Marchezan alerta que reajuste pedido pelo TCE cria privilégios e é ilegal
Autor do parecer contrário ao projeto de recomposição salarial de 4,76% para os servidores do Tribunal de Contas do Estado retroativamente a julho passado, o deputado Nelson Marchezan Júnior alerta: “o que está sendo solicitado é, na verdade, um reajuste, agora, sobre reajuste aprovado em lei do ano passado e que prevê atualização salarial até 2012. Trata-se, portanto, de aumento sobre aumento, o que não tem amparo constitucional”. O parecer de Marchezan está na pauta da Comissão de Constituição e Justiça da Assembleia Legislativa para esta terça (24).
Pelos cálculos do deputado, o que foi aprovado há um ano já representaria em muitos casos a duplicação dos salários. “Se acrescida à recomposição solicitada agora, o privilégio seria ainda maior”, argumenta Marchezan.

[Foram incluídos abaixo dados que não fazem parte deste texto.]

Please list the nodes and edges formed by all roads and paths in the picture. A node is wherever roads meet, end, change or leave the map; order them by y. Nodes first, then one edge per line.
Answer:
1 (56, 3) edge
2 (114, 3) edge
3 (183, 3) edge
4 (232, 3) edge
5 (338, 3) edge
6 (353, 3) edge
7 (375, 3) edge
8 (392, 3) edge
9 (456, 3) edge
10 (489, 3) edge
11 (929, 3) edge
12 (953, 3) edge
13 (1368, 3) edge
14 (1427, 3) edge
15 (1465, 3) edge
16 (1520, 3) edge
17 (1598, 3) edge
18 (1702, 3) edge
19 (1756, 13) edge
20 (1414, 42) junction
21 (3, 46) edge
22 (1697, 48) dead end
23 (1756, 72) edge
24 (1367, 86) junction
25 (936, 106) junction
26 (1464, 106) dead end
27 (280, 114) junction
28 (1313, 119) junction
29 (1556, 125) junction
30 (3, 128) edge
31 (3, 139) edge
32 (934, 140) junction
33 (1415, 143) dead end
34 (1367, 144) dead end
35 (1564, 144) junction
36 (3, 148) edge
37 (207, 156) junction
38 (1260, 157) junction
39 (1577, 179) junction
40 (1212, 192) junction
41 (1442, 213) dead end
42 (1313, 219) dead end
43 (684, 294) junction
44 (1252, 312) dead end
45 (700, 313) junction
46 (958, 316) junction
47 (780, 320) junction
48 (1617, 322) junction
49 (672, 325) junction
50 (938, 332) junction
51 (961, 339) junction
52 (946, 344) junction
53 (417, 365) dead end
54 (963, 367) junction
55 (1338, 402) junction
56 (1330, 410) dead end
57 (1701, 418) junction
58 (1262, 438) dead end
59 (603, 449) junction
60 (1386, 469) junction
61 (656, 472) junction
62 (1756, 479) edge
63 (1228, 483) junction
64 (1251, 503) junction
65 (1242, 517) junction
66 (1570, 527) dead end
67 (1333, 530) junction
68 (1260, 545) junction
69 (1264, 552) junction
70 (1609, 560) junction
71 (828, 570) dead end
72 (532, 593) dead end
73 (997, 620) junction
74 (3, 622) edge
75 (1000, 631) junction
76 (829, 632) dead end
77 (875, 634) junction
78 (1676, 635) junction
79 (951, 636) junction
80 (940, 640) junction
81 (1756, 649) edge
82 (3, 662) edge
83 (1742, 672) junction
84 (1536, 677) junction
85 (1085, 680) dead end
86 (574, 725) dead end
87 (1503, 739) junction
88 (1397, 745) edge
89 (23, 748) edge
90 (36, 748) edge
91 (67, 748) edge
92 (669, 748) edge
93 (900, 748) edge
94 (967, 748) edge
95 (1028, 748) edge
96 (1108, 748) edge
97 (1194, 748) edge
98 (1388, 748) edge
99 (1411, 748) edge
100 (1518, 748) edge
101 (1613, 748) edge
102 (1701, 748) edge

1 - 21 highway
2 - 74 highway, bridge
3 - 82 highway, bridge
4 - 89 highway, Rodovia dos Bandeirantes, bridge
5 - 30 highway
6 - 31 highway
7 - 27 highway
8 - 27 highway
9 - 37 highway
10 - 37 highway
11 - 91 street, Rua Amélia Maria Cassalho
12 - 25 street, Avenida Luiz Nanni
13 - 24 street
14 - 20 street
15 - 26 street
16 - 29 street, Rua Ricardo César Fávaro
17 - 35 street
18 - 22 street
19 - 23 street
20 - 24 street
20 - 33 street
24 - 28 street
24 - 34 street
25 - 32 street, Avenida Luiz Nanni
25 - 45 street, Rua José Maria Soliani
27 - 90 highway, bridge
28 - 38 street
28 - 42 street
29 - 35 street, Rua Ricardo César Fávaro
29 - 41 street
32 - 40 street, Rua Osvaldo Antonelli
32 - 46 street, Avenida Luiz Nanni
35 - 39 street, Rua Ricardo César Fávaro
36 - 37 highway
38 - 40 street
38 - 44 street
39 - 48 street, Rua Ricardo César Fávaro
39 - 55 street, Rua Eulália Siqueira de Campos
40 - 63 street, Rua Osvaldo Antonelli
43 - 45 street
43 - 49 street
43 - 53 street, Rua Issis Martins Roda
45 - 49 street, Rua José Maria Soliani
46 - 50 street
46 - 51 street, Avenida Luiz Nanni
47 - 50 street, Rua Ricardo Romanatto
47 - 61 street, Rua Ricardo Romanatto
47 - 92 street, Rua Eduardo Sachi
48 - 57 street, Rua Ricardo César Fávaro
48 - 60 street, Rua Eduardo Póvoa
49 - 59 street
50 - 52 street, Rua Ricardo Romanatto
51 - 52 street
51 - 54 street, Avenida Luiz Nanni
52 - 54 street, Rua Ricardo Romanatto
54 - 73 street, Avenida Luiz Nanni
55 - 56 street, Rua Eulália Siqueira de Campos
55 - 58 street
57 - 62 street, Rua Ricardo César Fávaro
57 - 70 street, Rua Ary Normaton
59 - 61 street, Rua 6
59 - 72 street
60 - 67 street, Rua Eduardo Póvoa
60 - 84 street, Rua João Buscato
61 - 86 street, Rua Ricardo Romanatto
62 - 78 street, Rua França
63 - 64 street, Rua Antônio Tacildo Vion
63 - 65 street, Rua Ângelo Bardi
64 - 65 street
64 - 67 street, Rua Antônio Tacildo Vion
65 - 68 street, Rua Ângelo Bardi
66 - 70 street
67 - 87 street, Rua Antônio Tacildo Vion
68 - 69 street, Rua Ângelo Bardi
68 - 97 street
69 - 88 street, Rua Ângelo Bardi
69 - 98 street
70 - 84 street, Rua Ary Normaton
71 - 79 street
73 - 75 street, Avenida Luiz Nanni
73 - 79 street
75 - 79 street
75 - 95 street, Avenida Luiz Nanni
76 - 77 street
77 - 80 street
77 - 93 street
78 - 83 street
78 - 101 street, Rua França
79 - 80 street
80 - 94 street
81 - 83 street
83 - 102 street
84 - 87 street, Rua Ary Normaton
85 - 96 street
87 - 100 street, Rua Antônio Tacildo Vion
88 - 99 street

Com a lei aprovada em 2009, o cargo de oficial de controle externo nível II, classe A, que recebia R$ 2.514,50 mensais, passou a contar com mais R$ 779,49 em 2009 – adicional que passou para R$ 1.282,39 em 2010, para R$ 1.785,29 em 2011 e para R$ 2.514,50 em 2012, consolidando assim a duplicação do vencimento e chegando a R$ 5.029,00.
Já o cargo de auditor público externo nível III, classe A, com remuneração mensal de R$ 5.278,00, teve a partir da lei de 2009 acréscimos de R$ 1.636,18 e R$ 2.691,78 nos dois últimos anos, devendo receber ainda mais R$ 3.747,38 em 2011 e R$ 5.278,00 em 2012, elevando-se, portanto, para R$ 10.556,00.
Marchezan pondera que os 4,76% solicitados como reposição a partir de julho deste ano incidiriam sobre esses valores, ampliando ainda mais os ganhos estabelecidos pela legislação que a Assembleia aprovou em 2009, o que classifica como privilégio injustificável. Assim, se aprovada a recomposição encaminhada pelo TCE ao Legislativo, o cargo de oficial de controle externo, passaria para R$ 5.268,38 e o de auditor público externo nível III para R$ 11.058,46 em 2012.
Ao sustentar seu parecer contrário à recomposição solicitada, Marchezan alerta ainda que tomou como exemplos para as duas funções apenas os salários básicos, tornados públicos pelo TCE, sem levar em consideração outros benefícios cumulativos como triênios.